- What is required: For the string "main", find every matching line in the records and copy it.

======== Material provided

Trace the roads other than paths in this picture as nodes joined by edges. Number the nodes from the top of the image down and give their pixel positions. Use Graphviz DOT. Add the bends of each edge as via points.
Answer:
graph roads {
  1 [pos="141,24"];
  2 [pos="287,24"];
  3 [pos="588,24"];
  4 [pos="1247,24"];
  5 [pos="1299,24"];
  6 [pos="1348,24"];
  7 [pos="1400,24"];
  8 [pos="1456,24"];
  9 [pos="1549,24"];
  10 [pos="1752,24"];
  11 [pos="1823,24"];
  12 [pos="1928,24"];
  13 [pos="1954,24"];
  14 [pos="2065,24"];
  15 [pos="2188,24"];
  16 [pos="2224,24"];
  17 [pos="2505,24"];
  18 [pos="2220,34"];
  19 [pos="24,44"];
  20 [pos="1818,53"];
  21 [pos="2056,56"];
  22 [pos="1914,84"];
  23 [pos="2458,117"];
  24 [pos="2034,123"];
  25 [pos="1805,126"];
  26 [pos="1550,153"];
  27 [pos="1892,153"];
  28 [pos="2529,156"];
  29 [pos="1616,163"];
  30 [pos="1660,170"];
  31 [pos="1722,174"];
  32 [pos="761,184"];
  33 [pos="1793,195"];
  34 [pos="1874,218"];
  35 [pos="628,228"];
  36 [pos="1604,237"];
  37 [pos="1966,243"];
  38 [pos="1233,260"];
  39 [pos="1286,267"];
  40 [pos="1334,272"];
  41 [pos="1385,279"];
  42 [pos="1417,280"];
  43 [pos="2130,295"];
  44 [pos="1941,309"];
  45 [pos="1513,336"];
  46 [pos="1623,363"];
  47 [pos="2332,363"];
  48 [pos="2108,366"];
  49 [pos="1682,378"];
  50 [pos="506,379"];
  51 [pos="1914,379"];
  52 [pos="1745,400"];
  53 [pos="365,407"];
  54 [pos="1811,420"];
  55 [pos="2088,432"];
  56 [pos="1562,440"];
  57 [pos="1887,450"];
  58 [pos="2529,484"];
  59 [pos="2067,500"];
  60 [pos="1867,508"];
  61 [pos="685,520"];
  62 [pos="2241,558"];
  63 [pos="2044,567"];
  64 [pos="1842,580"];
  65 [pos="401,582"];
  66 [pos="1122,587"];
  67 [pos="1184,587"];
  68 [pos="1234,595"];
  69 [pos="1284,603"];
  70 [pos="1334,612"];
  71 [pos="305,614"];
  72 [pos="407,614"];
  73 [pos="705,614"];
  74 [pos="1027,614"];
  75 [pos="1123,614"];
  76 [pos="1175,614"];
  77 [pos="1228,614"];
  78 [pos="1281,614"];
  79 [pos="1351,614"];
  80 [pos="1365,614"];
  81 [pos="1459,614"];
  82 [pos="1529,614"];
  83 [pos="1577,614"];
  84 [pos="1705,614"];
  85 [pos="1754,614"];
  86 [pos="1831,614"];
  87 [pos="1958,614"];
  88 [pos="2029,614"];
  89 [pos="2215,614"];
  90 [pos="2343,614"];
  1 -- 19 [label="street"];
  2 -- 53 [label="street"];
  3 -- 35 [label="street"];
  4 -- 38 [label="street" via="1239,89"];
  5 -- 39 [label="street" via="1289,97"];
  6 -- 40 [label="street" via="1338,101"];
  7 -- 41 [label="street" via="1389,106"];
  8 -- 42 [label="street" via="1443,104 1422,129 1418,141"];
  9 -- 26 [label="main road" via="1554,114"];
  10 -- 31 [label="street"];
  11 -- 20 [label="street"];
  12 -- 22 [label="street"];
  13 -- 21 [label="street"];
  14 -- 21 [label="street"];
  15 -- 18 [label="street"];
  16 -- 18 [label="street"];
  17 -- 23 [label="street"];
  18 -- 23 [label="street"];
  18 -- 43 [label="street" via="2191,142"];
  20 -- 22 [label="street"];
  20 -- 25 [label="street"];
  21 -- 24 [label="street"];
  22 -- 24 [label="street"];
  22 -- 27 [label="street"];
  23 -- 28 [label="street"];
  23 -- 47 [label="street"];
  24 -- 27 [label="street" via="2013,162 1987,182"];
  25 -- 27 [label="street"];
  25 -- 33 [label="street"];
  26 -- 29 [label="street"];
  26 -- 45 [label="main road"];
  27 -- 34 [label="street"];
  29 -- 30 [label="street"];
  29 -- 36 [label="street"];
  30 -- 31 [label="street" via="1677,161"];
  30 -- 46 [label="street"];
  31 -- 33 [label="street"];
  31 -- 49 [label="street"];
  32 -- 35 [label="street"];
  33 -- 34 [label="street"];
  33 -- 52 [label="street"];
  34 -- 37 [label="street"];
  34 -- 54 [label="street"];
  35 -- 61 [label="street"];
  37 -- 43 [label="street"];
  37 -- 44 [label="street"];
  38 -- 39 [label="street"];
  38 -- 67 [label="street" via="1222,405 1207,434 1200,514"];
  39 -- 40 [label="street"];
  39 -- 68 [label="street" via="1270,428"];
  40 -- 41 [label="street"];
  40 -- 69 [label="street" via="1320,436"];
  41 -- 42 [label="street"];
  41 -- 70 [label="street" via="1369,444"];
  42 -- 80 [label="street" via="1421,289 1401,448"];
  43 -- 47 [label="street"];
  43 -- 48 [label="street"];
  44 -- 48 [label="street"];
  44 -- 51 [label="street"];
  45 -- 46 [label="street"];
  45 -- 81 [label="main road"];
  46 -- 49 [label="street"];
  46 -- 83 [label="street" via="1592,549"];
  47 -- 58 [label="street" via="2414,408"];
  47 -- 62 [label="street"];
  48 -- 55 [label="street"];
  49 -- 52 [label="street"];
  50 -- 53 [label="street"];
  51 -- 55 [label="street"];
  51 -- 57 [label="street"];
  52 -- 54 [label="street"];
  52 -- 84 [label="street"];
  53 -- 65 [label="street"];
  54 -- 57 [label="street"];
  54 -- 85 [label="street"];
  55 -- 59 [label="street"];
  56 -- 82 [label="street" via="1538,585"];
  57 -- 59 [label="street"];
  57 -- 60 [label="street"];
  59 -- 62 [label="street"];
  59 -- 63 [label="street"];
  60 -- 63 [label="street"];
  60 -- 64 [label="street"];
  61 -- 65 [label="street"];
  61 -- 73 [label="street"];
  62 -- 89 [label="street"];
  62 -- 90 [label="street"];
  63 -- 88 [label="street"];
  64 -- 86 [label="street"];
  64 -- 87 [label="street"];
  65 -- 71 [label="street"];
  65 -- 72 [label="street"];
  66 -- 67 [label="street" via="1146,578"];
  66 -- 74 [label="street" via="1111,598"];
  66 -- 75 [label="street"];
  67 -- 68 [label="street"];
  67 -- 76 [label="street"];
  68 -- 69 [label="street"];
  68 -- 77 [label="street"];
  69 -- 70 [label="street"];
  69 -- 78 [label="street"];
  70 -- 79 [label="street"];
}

================

- Output for this task:
  9 -- 26 [label="main road" via="1554,114"];
  26 -- 45 [label="main road"];
  45 -- 81 [label="main road"];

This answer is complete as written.